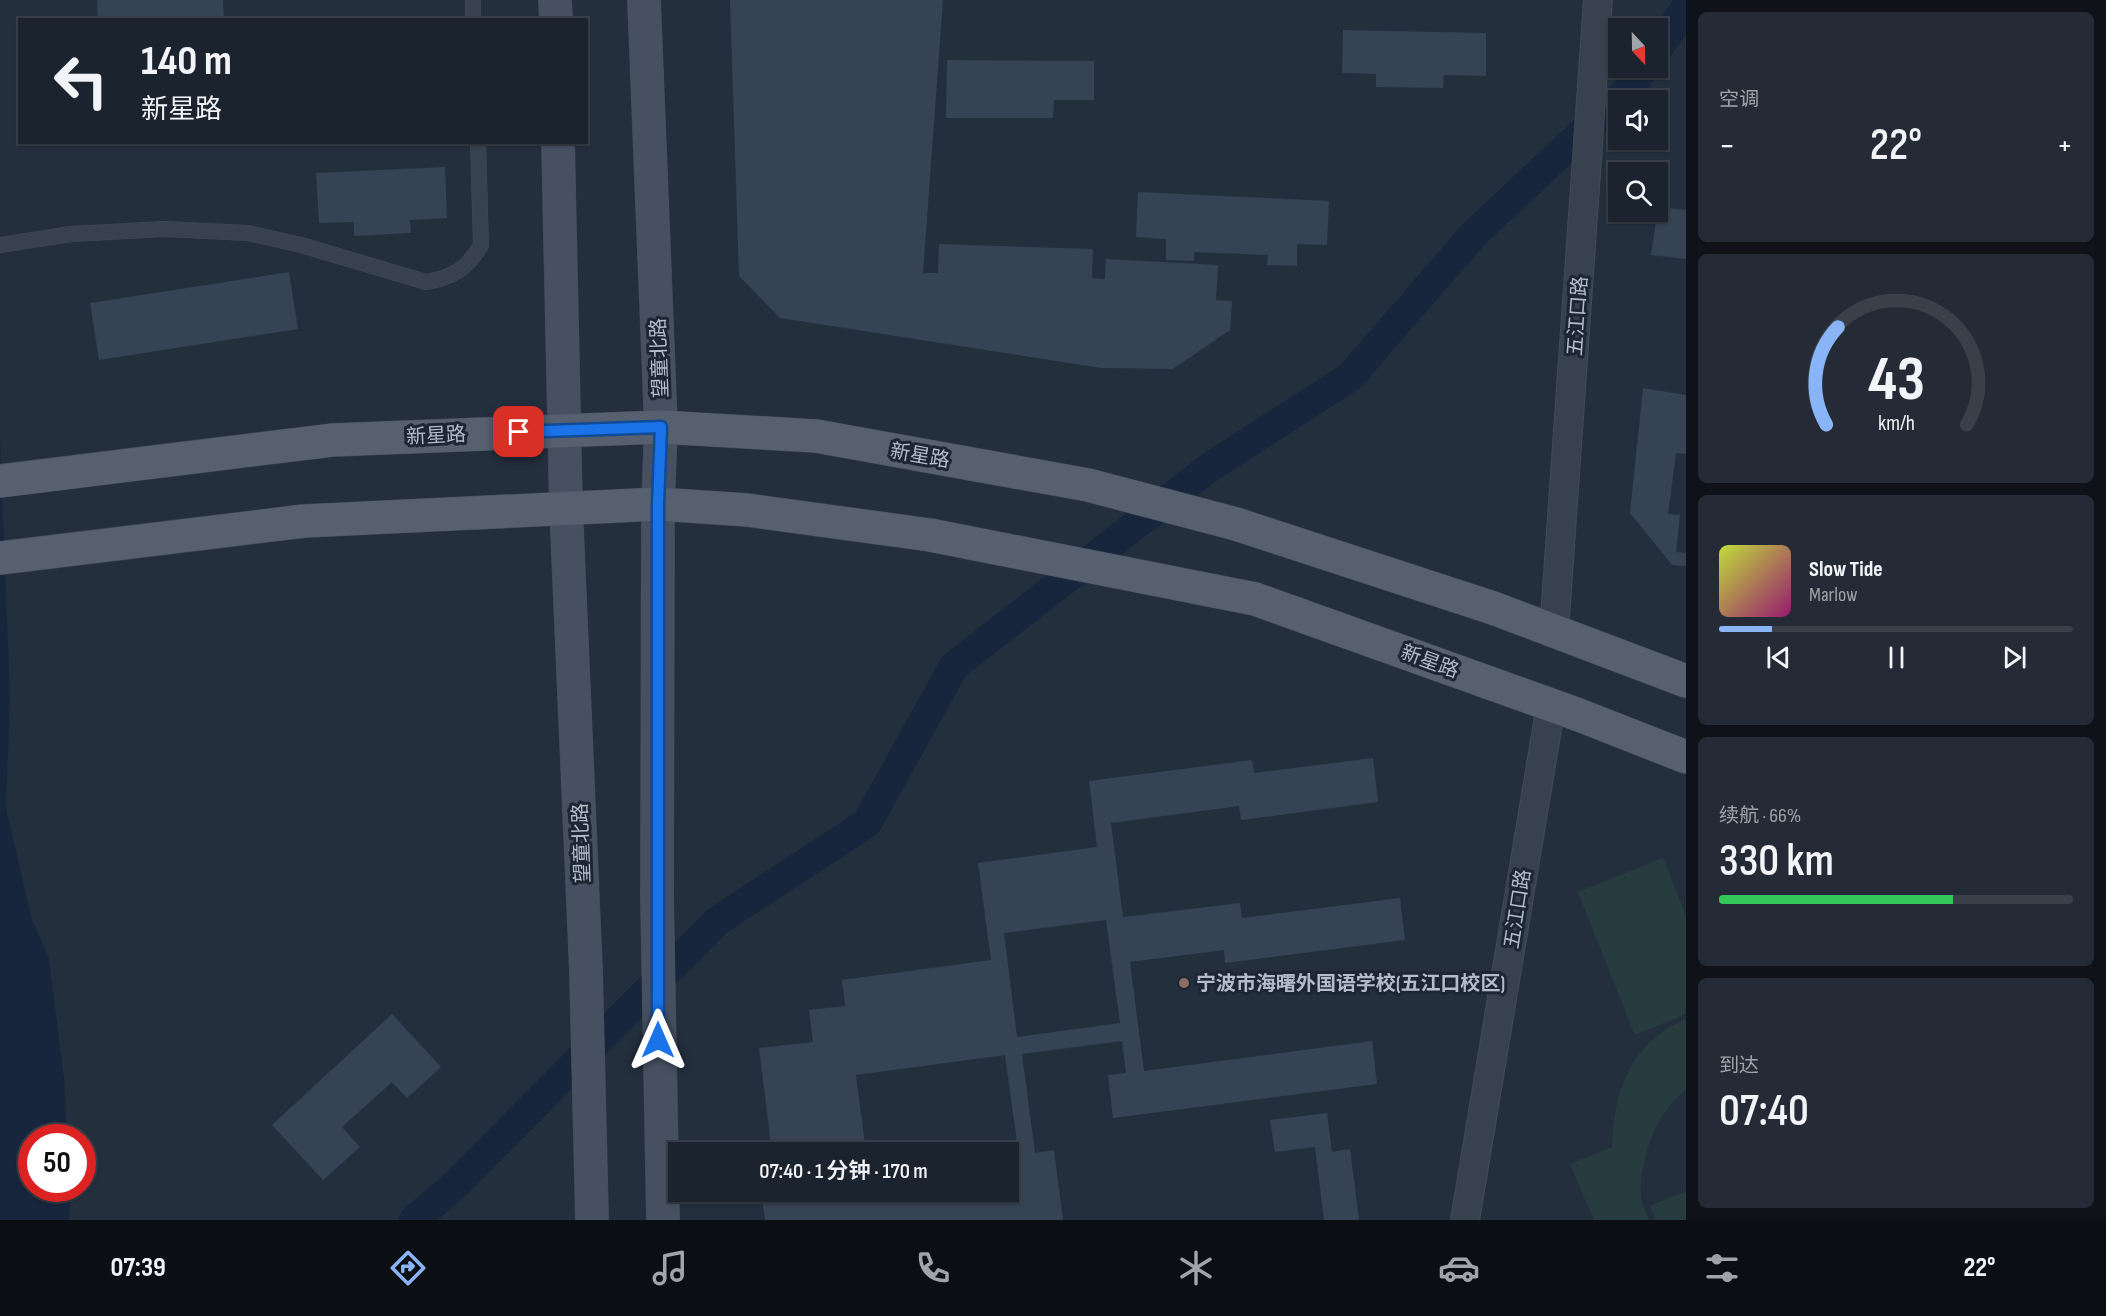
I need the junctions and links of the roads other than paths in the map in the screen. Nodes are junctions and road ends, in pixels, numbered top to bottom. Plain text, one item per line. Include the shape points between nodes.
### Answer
1 (473, 0) edge
2 (555, 0) edge
3 (644, 0) edge
4 (1598, 0) edge
5 (473, 18) edge
6 (556, 18) edge
7 (478, 144) edge
8 (558, 144) edge
9 (0, 245) edge
10 (661, 427) junction
11 (565, 429) junction
12 (0, 481) edge
13 (658, 504) junction
14 (566, 507) junction
15 (0, 558) edge
16 (1554, 632) junction
17 (1686, 681) edge
18 (1551, 705) junction
19 (1686, 757) edge
20 (592, 1220) edge
21 (663, 1220) edge
22 (1465, 1220) edge

1 - 5 lane
2 - 6 main road
3 - 10 main road, 望童北路
4 - 16 street, 五江口路
7 - 9 lane via 481,245 474,258 447,279 426,282 248,233 165,229 71,234
8 - 11 main road, 望童北路
10 - 11 main road, 新星路
10 - 13 main road, 望童北路
10 - 16 main road, 新星路 via 816,436 1088,485 1236,524 1493,608
11 - 12 main road, 新星路 via 333,440
11 - 14 main road, 望童北路
13 - 14 main road
13 - 18 main road, 新星路 via 758,512 930,535 1255,599
13 - 21 main road, 望童北路 via 657,897
14 - 15 main road via 304,521
14 - 20 main road, 望童北路 via 586,971
16 - 17 main road, 新星路
18 - 19 main road, 新星路
18 - 22 street, 五江口路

■ ■ ■ ■ ■

● Task:
Only the pictures stay behind; everything else in the data above is to be retyped exactly.

● Finished exercise:
I need the junctions and links of the roads other than paths in the map in the screen. Nodes are junctions and road ends, in pixels, numbered top to bottom. Plain text, one item per line. Include the shape points between nodes.
### Answer
1 (473, 0) edge
2 (555, 0) edge
3 (644, 0) edge
4 (1598, 0) edge
5 (473, 18) edge
6 (556, 18) edge
7 (478, 144) edge
8 (558, 144) edge
9 (0, 245) edge
10 (661, 427) junction
11 (565, 429) junction
12 (0, 481) edge
13 (658, 504) junction
14 (566, 507) junction
15 (0, 558) edge
16 (1554, 632) junction
17 (1686, 681) edge
18 (1551, 705) junction
19 (1686, 757) edge
20 (592, 1220) edge
21 (663, 1220) edge
22 (1465, 1220) edge

1 - 5 lane
2 - 6 main road
3 - 10 main road, 望童北路
4 - 16 street, 五江口路
7 - 9 lane via 481,245 474,258 447,279 426,282 248,233 165,229 71,234
8 - 11 main road, 望童北路
10 - 11 main road, 新星路
10 - 13 main road, 望童北路
10 - 16 main road, 新星路 via 816,436 1088,485 1236,524 1493,608
11 - 12 main road, 新星路 via 333,440
11 - 14 main road, 望童北路
13 - 14 main road
13 - 18 main road, 新星路 via 758,512 930,535 1255,599
13 - 21 main road, 望童北路 via 657,897
14 - 15 main road via 304,521
14 - 20 main road, 望童北路 via 586,971
16 - 17 main road, 新星路
18 - 19 main road, 新星路
18 - 22 street, 五江口路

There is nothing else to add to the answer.